Nel pieno dell’estate, mentre a Milano si rallenta il ritmo tra uffici semivuoti, weekend fuori porta e serate all’aperto, il tema della farmaceutica torna a mostrare tutto il suo peso economico e strategico. L’avvertimento arriva da Beatrice Lorenzin, che richiama l’attenzione su una sfida cruciale: l’Europa deve decidere se vuole continuare a contare davvero nel settore, oppure rischiare di finire ai margini rispetto a Stati Uniti e Cina.
Il punto non riguarda soltanto la ricerca o la produzione di medicinali, ma l’intera catena del valore: dagli investimenti nell’innovazione alla capacità di attrarre capitali, fino alla rapidità con cui un’idea scientifica può diventare un prodotto disponibile per i pazienti. In un mercato globale sempre più competitivo, secondo questa lettura, le regole europee devono essere all’altezza di un comparto che muove occupazione qualificata, export e sviluppo tecnologico.
Per Milano e il suo hinterland il tema non è affatto astratto. Il territorio lombardo è uno dei più dinamici per la manifattura avanzata, la ricerca biomedica, i servizi per l’industria e i rapporti con università, ospedali e centri di innovazione. Quando si parla di farmaceutica, si parla anche di filiere produttive che coinvolgono imprese, laboratori, professionisti e logistica specializzata. E, in un contesto economico segnato da costi elevati e competizione internazionale, la capacità di restare attrattivi fa la differenza.
Il ragionamento si inserisce in un momento in cui l’Europa è chiamata a confrontarsi con alcuni nodi strutturali: semplificazione delle norme, tempi autorizzativi, tutela della proprietà intellettuale, incentivi alla ricerca e sostegno alla produzione sul continente. Se questi elementi non vengono coordinati, il rischio è che gli investimenti si spostino altrove, dove il sistema appare più rapido o più vantaggioso. È un rischio che il settore conosce bene, soprattutto in una fase in cui le catene globali dell’approvvigionamento restano sensibili e l’autonomia strategica è tornata un obiettivo concreto.

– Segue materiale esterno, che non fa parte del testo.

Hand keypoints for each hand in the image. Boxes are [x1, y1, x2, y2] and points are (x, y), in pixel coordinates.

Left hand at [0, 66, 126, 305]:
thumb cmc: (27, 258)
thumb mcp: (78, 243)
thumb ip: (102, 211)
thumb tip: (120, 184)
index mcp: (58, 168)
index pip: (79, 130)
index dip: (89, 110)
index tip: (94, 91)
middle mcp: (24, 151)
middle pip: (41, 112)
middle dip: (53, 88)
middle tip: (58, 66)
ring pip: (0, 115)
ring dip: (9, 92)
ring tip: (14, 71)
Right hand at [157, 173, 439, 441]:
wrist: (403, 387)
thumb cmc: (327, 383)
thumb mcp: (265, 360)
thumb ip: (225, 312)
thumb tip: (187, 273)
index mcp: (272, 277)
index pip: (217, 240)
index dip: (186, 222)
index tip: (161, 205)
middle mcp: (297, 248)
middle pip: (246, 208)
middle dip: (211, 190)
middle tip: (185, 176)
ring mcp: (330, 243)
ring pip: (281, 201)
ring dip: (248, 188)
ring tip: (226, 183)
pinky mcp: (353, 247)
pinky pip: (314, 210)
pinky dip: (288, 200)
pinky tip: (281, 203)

Per chi vive e lavora a Milano, la questione si lega anche alla qualità del tessuto economico locale. La città continua a puntare su innovazione, scienze della vita e servizi avanzati, ma per mantenere questa posizione servono regole chiare e un quadro europeo capace di sostenere le imprese senza frenare gli investimenti. In altre parole, non basta essere competitivi sul piano delle competenze: serve un ecosistema che permetta di trasformare la ricerca in crescita reale.

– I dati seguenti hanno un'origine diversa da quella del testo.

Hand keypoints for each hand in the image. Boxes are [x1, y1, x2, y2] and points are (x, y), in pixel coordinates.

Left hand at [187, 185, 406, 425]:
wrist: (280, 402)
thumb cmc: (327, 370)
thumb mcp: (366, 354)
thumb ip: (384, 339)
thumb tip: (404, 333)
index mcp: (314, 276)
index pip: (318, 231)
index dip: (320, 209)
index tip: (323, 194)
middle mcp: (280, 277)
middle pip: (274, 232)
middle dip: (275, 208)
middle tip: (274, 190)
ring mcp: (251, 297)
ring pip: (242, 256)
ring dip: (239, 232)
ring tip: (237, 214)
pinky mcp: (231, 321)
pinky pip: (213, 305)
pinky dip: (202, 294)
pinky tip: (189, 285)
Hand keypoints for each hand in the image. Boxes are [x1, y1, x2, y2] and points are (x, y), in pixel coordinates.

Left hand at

Il messaggio, in sostanza, è politico ed economico insieme. La farmaceutica non è un settore come gli altri: incrocia salute pubblica, sicurezza industriale, occupazione e capacità di generare valore aggiunto. Per questo la domanda posta all’Europa è tanto semplice quanto impegnativa: vuole restare protagonista o accettare di inseguire gli altri?